Making a vegetarian diet "complete"

No matter how or why vegetarians choose to alter their daily diets, they must be sure of one thing -- that they are still receiving the vitamins and nutrients their body needs.


Just because a person adopts a vegetarian diet doesn't mean it's a healthy one. It takes time and effort by each individual to make sure the diet they adopted is complete for their lifestyle.

To eat meat or not to eat meat is not the only question people may ponder when considering a vegetarian diet. In fact, there are a wide variety of vegetarians.

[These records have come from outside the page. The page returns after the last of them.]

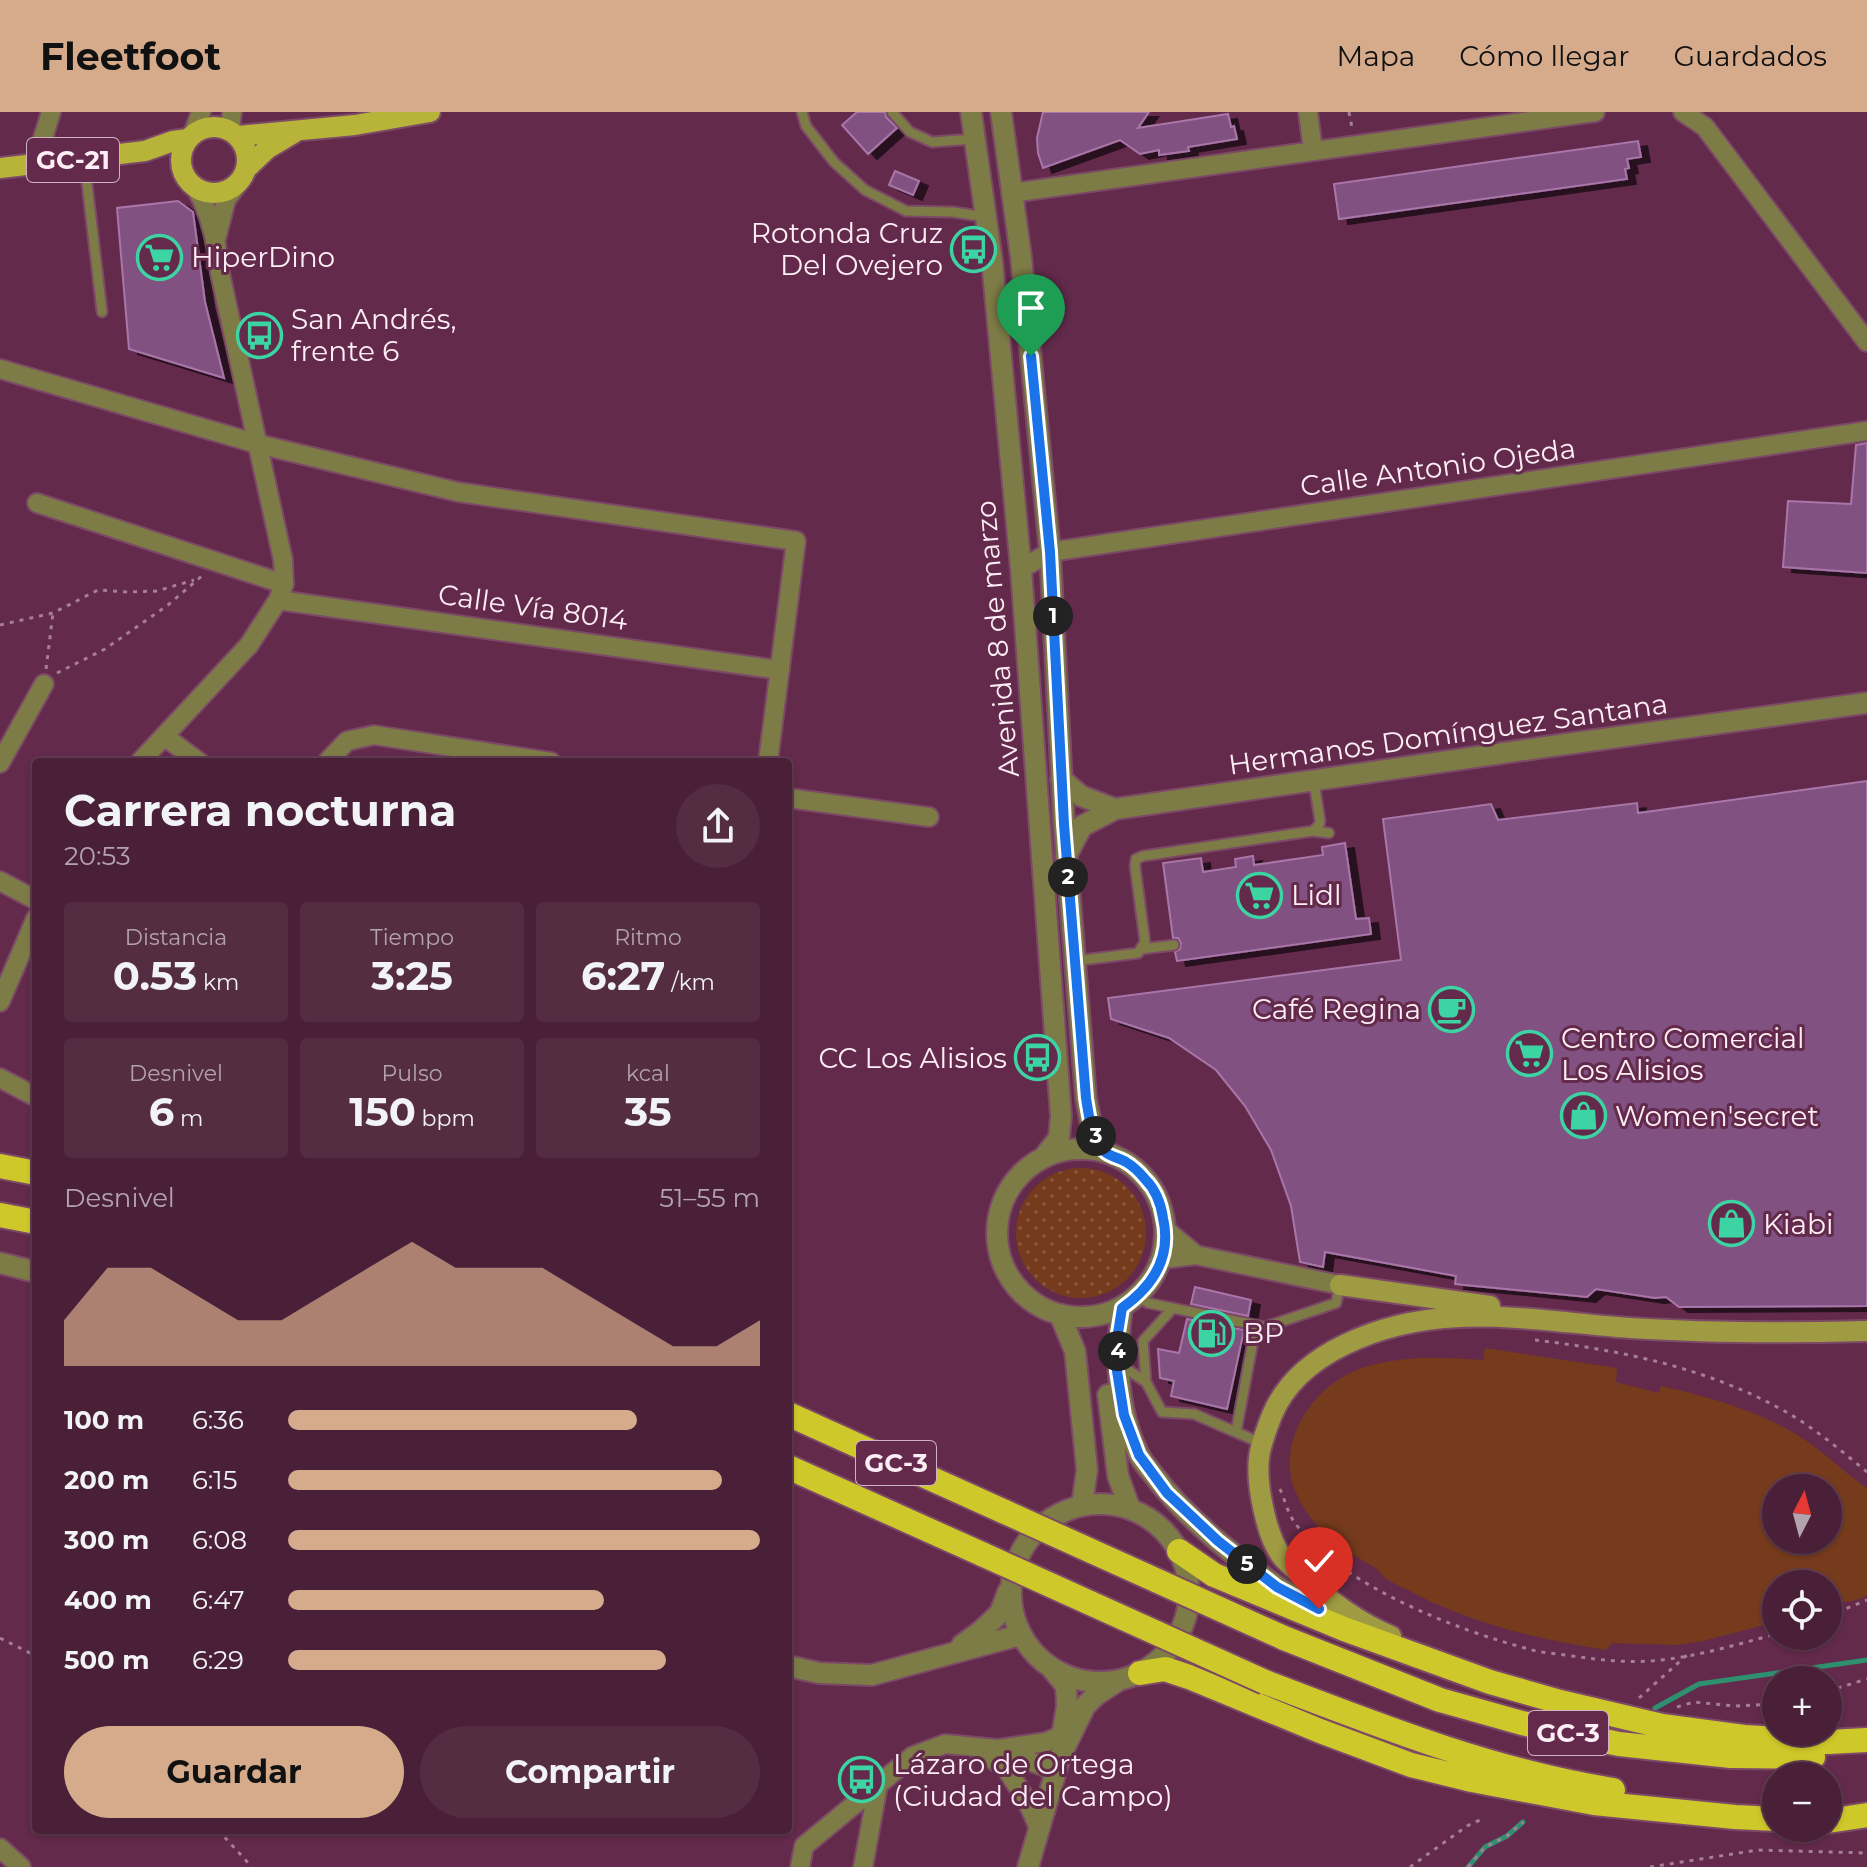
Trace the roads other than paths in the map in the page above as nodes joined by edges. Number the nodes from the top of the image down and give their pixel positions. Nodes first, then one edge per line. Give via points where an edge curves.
1 (51, 112) edge
2 (201, 112) edge
3 (430, 112) edge
4 (802, 112) edge
5 (892, 112) edge
6 (971, 112) edge
7 (1001, 112) edge
8 (1308, 112) edge
9 (1595, 112) edge
10 (1683, 112) edge
11 (234, 126) edge
12 (297, 131) junction
13 (191, 136) junction
14 (974, 139) junction
15 (1313, 150) junction
16 (145, 151) junction
17 (84, 158) junction
18 (35, 164) junction
19 (0, 168) edge
20 (182, 169) junction
21 (242, 176) junction
22 (196, 188) junction
23 (1011, 193) junction
24 (986, 217) junction
25 (216, 239) junction
26 (102, 312) dead end
27 (1867, 342) edge
28 (0, 369) edge
29 (1867, 431) edge
30 (258, 444) junction
31 (37, 503) dead end
32 (1050, 552) junction
33 (1021, 569) junction
34 (281, 592) junction
35 (780, 670) junction
36 (44, 684) road end
37 (1867, 703) edge
38 (164, 736) junction
39 (144, 758) edge
40 (194, 758) edge
41 (331, 758) edge
42 (525, 758) edge
43 (769, 758) edge
44 (0, 763) edge
45 (1061, 779) junction
46 (1314, 781) junction
47 (792, 799) edge
48 (1115, 809) junction
49 (929, 817) dead end
50 (1320, 821) junction
51 (1313, 831) junction
52 (1329, 833) junction
53 (1332, 845) dead end
54 (1066, 856) junction
55 (0, 881) edge
56 (32, 898) edge
57 (32, 927) edge
58 (1174, 945) dead end
59 (1141, 949) junction
60 (1075, 961) junction
61 (0, 1002) edge
62 (0, 1078) edge
63 (32, 1095) edge
64 (1105, 1152) junction
65 (1044, 1157) junction
66 (0, 1166) edge
67 (32, 1172) edge
68 (0, 1215) edge
69 (32, 1221) edge
70 (1166, 1230) junction
71 (1196, 1255) junction
72 (1162, 1259) junction
73 (0, 1263) edge
74 (32, 1271) edge
75 (1340, 1285) junction
76 (1125, 1305) junction
77 (1173, 1308) junction
78 (1060, 1315) junction
79 (1537, 1318) junction
80 (1256, 1325) junction
81 (1867, 1331) edge
82 (1117, 1363) junction
83 (1146, 1382) junction
84 (792, 1416) edge
85 (1236, 1432) junction
86 (1261, 1443) junction
87 (792, 1469) edge
88 (1082, 1505) junction
89 (1130, 1509) junction
90 (1179, 1551) junction
91 (1010, 1588) junction
92 (1374, 1629) junction
93 (1020, 1635) junction
94 (954, 1652) junction
95 (792, 1667) edge
96 (1053, 1670) junction
97 (1130, 1677) junction
98 (1490, 1682) junction
99 (1062, 1735) junction
100 (1867, 1740) edge
101 (976, 1747) junction
102 (998, 1749) junction
103 (1867, 1755) edge
104 (1058, 1764) junction
105 (878, 1785) junction
106 (1762, 1805) edge
107 (1842, 1807) edge
108 (1867, 1807) edge
109 (1867, 1815) edge
110 (1762, 1818) edge
111 (1842, 1819) edge
112 (1039, 1828) junction
113 (0, 1848) edge
114 (21, 1867) edge
115 (800, 1867) edge
116 (863, 1867) edge
117 (1028, 1867) edge

1 - 18 street
2 - 13 street
3 - 12 main road, GC-21
4 - 24 lane via 806,126 834,162 865,190 906,211
5 - 14 lane via 910,132 932,142
6 - 14 street, Avenida 8 de marzo
7 - 23 street, Avenida 8 de marzo
8 - 15 street
9 - 15 street
10 - 27 street via 1705,127
11 - 12 main road, GC-21
11 - 13 main road, GC-21 via 211,126
11 - 21 main road via 248,157
12 - 21 main road, GC-21 via 267,149
13 - 16 main road, GC-21
13 - 20 main road via 181,153
14 - 24 street, Avenida 8 de marzo
15 - 23 street
16 - 17 main road, GC-21
16 - 20 main road, GC-21
17 - 18 main road, GC-21
17 - 26 lane
18 - 19 main road, GC-21
20 - 22 main road, GC-21
21 - 22 main road via 229,190 212,193
21 - 25 street via 226,200
22 - 25 street
23 - 32 street, Avenida 8 de marzo
24 - 33 street, Avenida 8 de marzo
25 - 30 street
28 - 30 street
29 - 32 street, Calle Antonio Ojeda
30 - 34 street via 283,560
30 - 35 street via 458,492 796,541
31 - 34 street, Calle Vía 8014 via 218,562
32 - 33 street, Calle Antonio Ojeda
32 - 45 street, Avenida 8 de marzo
33 - 65 street, Avenida 8 de marzo via 1061,1116 1059,1138
34 - 35 street, Calle Vía 8014
34 - 38 street via 249,645
35 - 43 street
36 - 44 street
37 - 46 street, Hermanos Domínguez Santana
38 - 39 street
38 - 40 street
41 - 42 street via 347,741 374,735
45 - 48 street via 1081,796
45 - 54 street, Avenida 8 de marzo
46 - 48 street, Hermanos Domínguez Santana
46 - 50 lane
47 - 49 street
48 - 54 street, Hermanos Domínguez Santana via 1082,826
50 - 51 lane
50 - 52 lane
51 - 52 lane
51 - 59 lane via 1136,859 1145,942
52 - 53 lane
54 - 60 street, Avenida 8 de marzo
55 - 56 street
57 - 61 street
58 - 59 lane
59 - 60 lane
60 - 64 street, Avenida 8 de marzo via 1086,1098 1092,1130
62 - 63 street
64 - 65 street via 1085,1149
64 - 70 street via 1148,1181 1161,1204
65 - 78 street via 1020,1174 1003,1198 996,1227 999,1256 1012,1282 1033,1303
66 - 67 highway
68 - 69 highway
70 - 71 street
70 - 72 street
71 - 72 street
71 - 75 street
72 - 76 street via 1153,1279
73 - 74 street
75 - 79 main road via 1499,1307
75 - 80 lane via 1336,1303 1265,1327
76 - 77 lane
76 - 78 street via 1087,1318
76 - 82 street
76 - 89 street via 1106,1340 1105,1372 1118,1476
77 - 80 lane
77 - 83 lane via 1143,1341
78 - 88 street via 1075,1351 1087,1470
79 - 81 main road via 1630,1328
79 - 86 main road via 1430,1318 1355,1339 1308,1366 1290,1385
80 - 85 lane
82 - 83 lane
82 - 92 street via 1124,1415 1139,1455 1167,1493 1277,1587
83 - 85 lane via 1162,1412 1194,1414
84 - 103 highway, GC-3, bridge via 1284,1638 1440,1700 1619,1744 1731,1756
85 - 86 lane
86 - 92 main road via 1257,1472 1264,1514 1280,1555 1329,1601
87 - 106 highway, GC-3, bridge via 1265,1682 1431,1745 1511,1769 1609,1789
88 - 89 street
88 - 91 street via 1054,1516 1031,1534 1016,1559
89 - 90 street via 1150,1519
90 - 97 street via 1188,1577 1189,1606 1180,1633 1164,1656
90 - 98 highway via 1214,1575
91 - 93 street
91 - 94 street via 1000,1613
92 - 98 main road via 1443,1656
93 - 94 street
93 - 96 street
94 - 95 street via 872,1675
96 - 97 street via 1097,1683
96 - 99 street via 1066,1686
97 - 104 street via 1085,1706
97 - 110 highway via 1165,1669 1411,1765 1472,1780 1594,1803
98 - 100 highway via 1662,1726 1744,1737
99 - 102 street
99 - 104 street
101 - 102 street
101 - 105 street via 945,1744 913,1756
101 - 112 street via 1007,1770
102 - 104 street
104 - 112 street
105 - 115 street via 804,1846
105 - 116 street
107 - 108 highway
109 - 111 highway
112 - 117 street
113 - 114 street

Someone saying they're vegetarian can mean a number of things. There's no simple label that applies to everyone.
The "traditional" vegetarian is someone who avoids meat products, including red meat, poultry and fish. Vegetarian diets that also include eggs are called ovo-vegetarian, and those that include both dairy products and eggs are called lacto-ovo vegetarian.
A vegan diet is one devoid of any food items derived from animals, including dairy, eggs and, for some, honey. A pesco-vegetarian will eat fish, while a semi-vegetarian avoids only red meat products. There are also people who adopt a fruitarian diet -- one that only includes sweet and vegetable fruits.

Within these categories, a number of varieties exist as well. Some people may not always eat vegetarian or choose to eat a little of some of the foods excluded from that diet.

The more restrictive a person's diet is, the more careful they need to be to make sure it's nutritionally adequate.

The reasons people choose to be vegetarian are as varied as the diets themselves. It may be for economic and ecological reasons (that the world cannot support a meat-based diet for the entire population) or for ethical reasons (that animals should not be killed for human consumption).

People may also choose to avoid certain foods due to health problems such as allergies, hypertension and lactose intolerance. And those wishing to maintain a healthy lifestyle through a low-fat diet may also opt for vegetarianism. Other driving factors for choosing a vegetarian diet may include religious beliefs.

A lot of people think they feel better when they eat vegetarian. A healthy diet may be associated with a healthy lifestyle, including exercise and avoidance of health risks such as smoking.

Making sure a vegetarian diet is complete in vitamins and nutrients is especially important for children and pregnant women. In such cases, vitamin supplements are recommended, especially for those avoiding dairy products. These should include vitamin B-12, vitamin D, calcium, iron and zinc.

If a diet excludes dairy products, it's important to take calcium supplements. Vegetarians may also have difficulties getting an adequate amount of iron from plant sources alone. And when it comes to protein, vegetarians can combine vegetable protein sources -- such as seeds and dairy products, or grains and legumes to get a protein source nutritionally equivalent to that of animal-based products.